The company I worked for made products for coal mines.  It wasn’t necessarily outrageous that inspectors from the Mine Safety Bureau showed up at our plant for a surprise inspection.  But they went a step to far when they demanded to see our proprietary design information and wanted access to the portion of our plant where we custom-built products for customers.  Those requests had nothing to with safety and were clearly beyond the purview of any such inspection.  Among other things, the inspectors threatened to shut us down by failing us for the inspection.


A standoff at the factory door

Particularly since the Mining Safety Bureau was a unit of the state and most of our competitors were state-owned enterprises, we had real reason to be concerned for our intellectual property.  For two days we held fast and refused to yield to the demands.  There were some fairly tense discussions.  I asked my Chinese colleagues if there might be legal repercussions for us personally, like we might be arrested or I might be thrown out of China.  They replied, “Probably not.”  I was looking for “Definitely not.  Don’t be ridiculous.”  My nerves were not calmed.


Our JV partner defended our joint interests

We never yielded and eventually the inspectors left.  Interestingly, our partner, also an SOE, stood firmly loyal to our cause.  They had invested in our joint venture.  It wouldn’t help them for our JV to lose its advantage.  Working political back channels, our partner SOE was able to ensure our joint venture wasn’t punished too severely.  None of us were punished individually.  But the overall experience wasn’t exactly a testimonial to the integrity of the regulatory environment.


Of course these days, as tension with China has mounted, there’s much focus on the issue of IP theft relative to China.  It is indeed a legitimate concern.  But it is also important to put China’s behavior into perspective.  The fact is that, just as with corruption and other aspects of weakness in the Rule of Law (ROL), virtually all Less Developed Countries (LDC’s) suffer from weak IP protection.


Poor countries have weak intellectual property protection

Software piracy data is a good example of that.  According to statistics compiled by the Software Industry Alliance, all developed countries have a software piracy rate below 35%.  The average piracy rate for low income countries is 65%.  Below are some examples.


India                      63%
Russia                   63%

China                     77%
Indonesia            85%
Vietnam               81%
Pakistan               86%
Venezuela          88%

Emerging economies overall 68%



USTR data is consistent with SBA data

Another example is the US Trade Representative’s (USTR) “Special 301 Report,” published annually, which reviews the IP protection performance of America’s trade partners around the world.  The “Watch List” is by far dominated by emerging markets.  The only time an advanced economy shows up on the list is because of some disagreement over a potential law related to IP, usually digitally-related.  It isn’t necessarily because the advanced economy is stealing IP directly as is common with the low income countries.

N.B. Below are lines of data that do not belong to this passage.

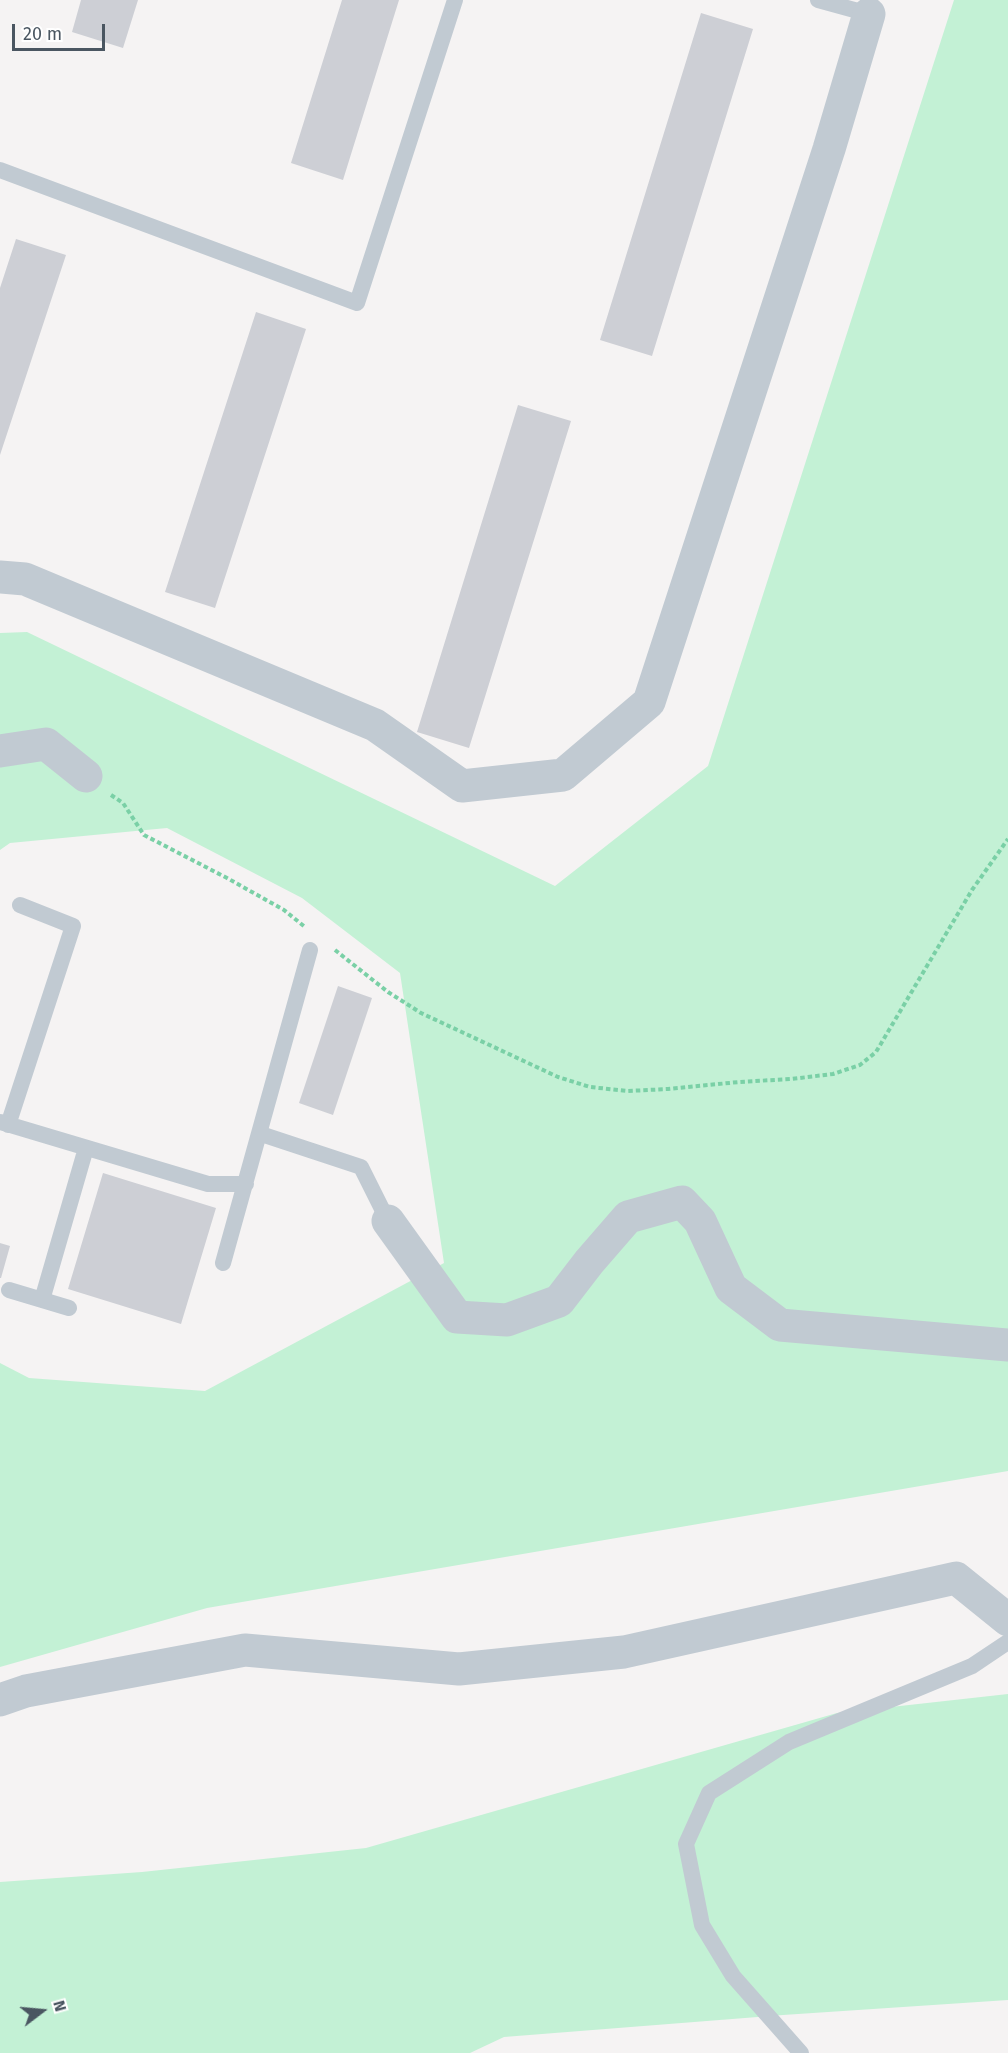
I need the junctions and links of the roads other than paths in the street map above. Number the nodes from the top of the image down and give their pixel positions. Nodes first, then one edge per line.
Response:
1 (454, 0) edge
2 (818, 0) edge
3 (871, 7) edge
4 (0, 170) edge
5 (0, 577) edge
6 (0, 751) edge
7 (86, 776) road end
8 (20, 904) dead end
9 (310, 951) dead end
10 (4, 1123) edge
11 (261, 1134) junction
12 (86, 1148) junction
13 (246, 1184) junction
14 (388, 1221) joint
15 (224, 1263) dead end
16 (9, 1290) dead end
17 (42, 1300) junction
18 (69, 1308) dead end
19 (1008, 1345) edge
20 (1008, 1620) edge
21 (1008, 1642) edge
22 (0, 1700) edge
23 (801, 2053) edge

1 - 4 lane
2 - 3 lane
3 - 5 street
6 - 7 street
8 - 10 lane
9 - 11 lane
10 - 12 lane
11 - 13 lane
11 - 14 lane
12 - 13 lane
12 - 17 lane
13 - 15 lane
14 - 19 street
16 - 17 lane
17 - 18 lane
20 - 22 street
21 - 23 lane

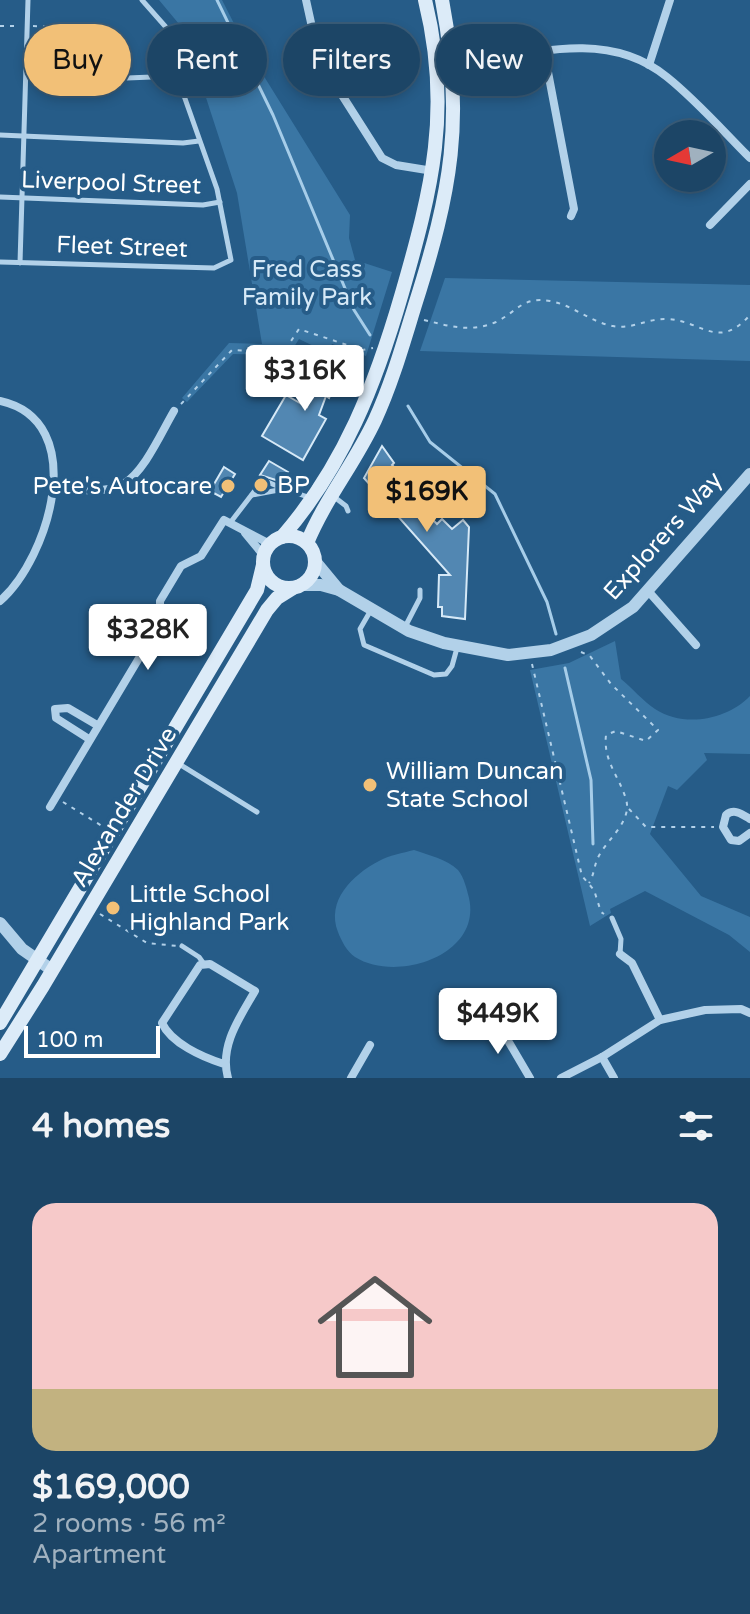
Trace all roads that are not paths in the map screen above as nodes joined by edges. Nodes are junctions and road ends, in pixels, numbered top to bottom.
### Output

The pattern is the same: weak rule of law in low income countries

Besides reflecting the same pattern as corruption and all other aspects of the rule of law—weak in LDC’s and stronger in Advanced Economies—IP protection is also significant in that it shows that weakness in ROL extends beyond the government.  It is pervasive throughout society—government, business, individuals, etc.  This in turn reinforces the point that the Rule of Law is a cultural issue, not simply a legal or political issue.  It can’t be solved without considering how to drive cultural change.